Output every entry verbatim.

────────────────────

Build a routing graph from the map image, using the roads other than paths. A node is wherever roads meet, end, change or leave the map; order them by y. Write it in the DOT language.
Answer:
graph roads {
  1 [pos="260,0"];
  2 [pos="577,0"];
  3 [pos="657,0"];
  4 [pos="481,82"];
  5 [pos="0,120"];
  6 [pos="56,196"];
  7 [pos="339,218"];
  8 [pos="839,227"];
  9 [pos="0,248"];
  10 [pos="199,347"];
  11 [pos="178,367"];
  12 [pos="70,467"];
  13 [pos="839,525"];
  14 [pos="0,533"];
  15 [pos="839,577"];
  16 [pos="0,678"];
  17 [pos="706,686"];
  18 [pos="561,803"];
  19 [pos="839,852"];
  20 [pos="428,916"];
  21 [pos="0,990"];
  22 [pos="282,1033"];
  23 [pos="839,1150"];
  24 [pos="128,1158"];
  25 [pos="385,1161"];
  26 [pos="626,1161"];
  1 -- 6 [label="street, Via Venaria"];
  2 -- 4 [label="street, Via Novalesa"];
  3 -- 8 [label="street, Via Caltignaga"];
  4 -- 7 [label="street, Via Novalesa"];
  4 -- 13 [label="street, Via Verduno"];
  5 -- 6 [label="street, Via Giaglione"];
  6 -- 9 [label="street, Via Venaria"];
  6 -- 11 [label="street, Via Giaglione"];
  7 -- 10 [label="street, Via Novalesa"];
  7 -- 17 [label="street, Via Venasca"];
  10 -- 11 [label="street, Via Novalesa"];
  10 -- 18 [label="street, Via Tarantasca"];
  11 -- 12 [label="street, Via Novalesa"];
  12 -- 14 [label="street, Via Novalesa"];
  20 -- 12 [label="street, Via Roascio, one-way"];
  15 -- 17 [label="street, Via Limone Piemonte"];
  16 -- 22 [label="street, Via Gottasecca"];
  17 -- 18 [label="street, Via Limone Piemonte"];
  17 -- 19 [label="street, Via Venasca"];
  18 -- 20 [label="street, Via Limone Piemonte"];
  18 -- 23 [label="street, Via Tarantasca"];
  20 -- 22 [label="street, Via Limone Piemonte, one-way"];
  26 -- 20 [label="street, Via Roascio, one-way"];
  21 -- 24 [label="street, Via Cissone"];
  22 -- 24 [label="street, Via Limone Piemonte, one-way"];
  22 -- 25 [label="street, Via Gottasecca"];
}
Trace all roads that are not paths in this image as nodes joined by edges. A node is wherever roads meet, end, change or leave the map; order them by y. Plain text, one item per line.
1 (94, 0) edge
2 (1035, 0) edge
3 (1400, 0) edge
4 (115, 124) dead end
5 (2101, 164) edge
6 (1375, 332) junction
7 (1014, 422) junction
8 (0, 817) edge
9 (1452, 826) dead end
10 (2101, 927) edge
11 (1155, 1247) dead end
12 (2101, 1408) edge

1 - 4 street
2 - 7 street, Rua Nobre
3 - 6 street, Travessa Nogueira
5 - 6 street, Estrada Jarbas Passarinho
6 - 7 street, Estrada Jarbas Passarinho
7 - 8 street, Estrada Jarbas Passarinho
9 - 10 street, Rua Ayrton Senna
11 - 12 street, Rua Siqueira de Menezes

────────────────────

● **TASK OUTPUT**
Build a routing graph from the map image, using the roads other than paths. A node is wherever roads meet, end, change or leave the map; order them by y. Write it in the DOT language.
Answer:
graph roads {
  1 [pos="260,0"];
  2 [pos="577,0"];
  3 [pos="657,0"];
  4 [pos="481,82"];
  5 [pos="0,120"];
  6 [pos="56,196"];
  7 [pos="339,218"];
  8 [pos="839,227"];
  9 [pos="0,248"];
  10 [pos="199,347"];
  11 [pos="178,367"];
  12 [pos="70,467"];
  13 [pos="839,525"];
  14 [pos="0,533"];
  15 [pos="839,577"];
  16 [pos="0,678"];
  17 [pos="706,686"];
  18 [pos="561,803"];
  19 [pos="839,852"];
  20 [pos="428,916"];
  21 [pos="0,990"];
  22 [pos="282,1033"];
  23 [pos="839,1150"];
  24 [pos="128,1158"];
  25 [pos="385,1161"];
  26 [pos="626,1161"];
  1 -- 6 [label="street, Via Venaria"];
  2 -- 4 [label="street, Via Novalesa"];
  3 -- 8 [label="street, Via Caltignaga"];
  4 -- 7 [label="street, Via Novalesa"];
  4 -- 13 [label="street, Via Verduno"];
  5 -- 6 [label="street, Via Giaglione"];
  6 -- 9 [label="street, Via Venaria"];
  6 -- 11 [label="street, Via Giaglione"];
  7 -- 10 [label="street, Via Novalesa"];
  7 -- 17 [label="street, Via Venasca"];
  10 -- 11 [label="street, Via Novalesa"];
  10 -- 18 [label="street, Via Tarantasca"];
  11 -- 12 [label="street, Via Novalesa"];
  12 -- 14 [label="street, Via Novalesa"];
  20 -- 12 [label="street, Via Roascio, one-way"];
  15 -- 17 [label="street, Via Limone Piemonte"];
  16 -- 22 [label="street, Via Gottasecca"];
  17 -- 18 [label="street, Via Limone Piemonte"];
  17 -- 19 [label="street, Via Venasca"];
  18 -- 20 [label="street, Via Limone Piemonte"];
  18 -- 23 [label="street, Via Tarantasca"];
  20 -- 22 [label="street, Via Limone Piemonte, one-way"];
  26 -- 20 [label="street, Via Roascio, one-way"];
  21 -- 24 [label="street, Via Cissone"];
  22 -- 24 [label="street, Via Limone Piemonte, one-way"];
  22 -- 25 [label="street, Via Gottasecca"];
}
Trace all roads that are not paths in this image as nodes joined by edges. A node is wherever roads meet, end, change or leave the map; order them by y. Plain text, one item per line.
1 (94, 0) edge
2 (1035, 0) edge
3 (1400, 0) edge
4 (115, 124) dead end
5 (2101, 164) edge
6 (1375, 332) junction
7 (1014, 422) junction
8 (0, 817) edge
9 (1452, 826) dead end
10 (2101, 927) edge
11 (1155, 1247) dead end
12 (2101, 1408) edge

1 - 4 street
2 - 7 street, Rua Nobre
3 - 6 street, Travessa Nogueira
5 - 6 street, Estrada Jarbas Passarinho
6 - 7 street, Estrada Jarbas Passarinho
7 - 8 street, Estrada Jarbas Passarinho
9 - 10 street, Rua Ayrton Senna
11 - 12 street, Rua Siqueira de Menezes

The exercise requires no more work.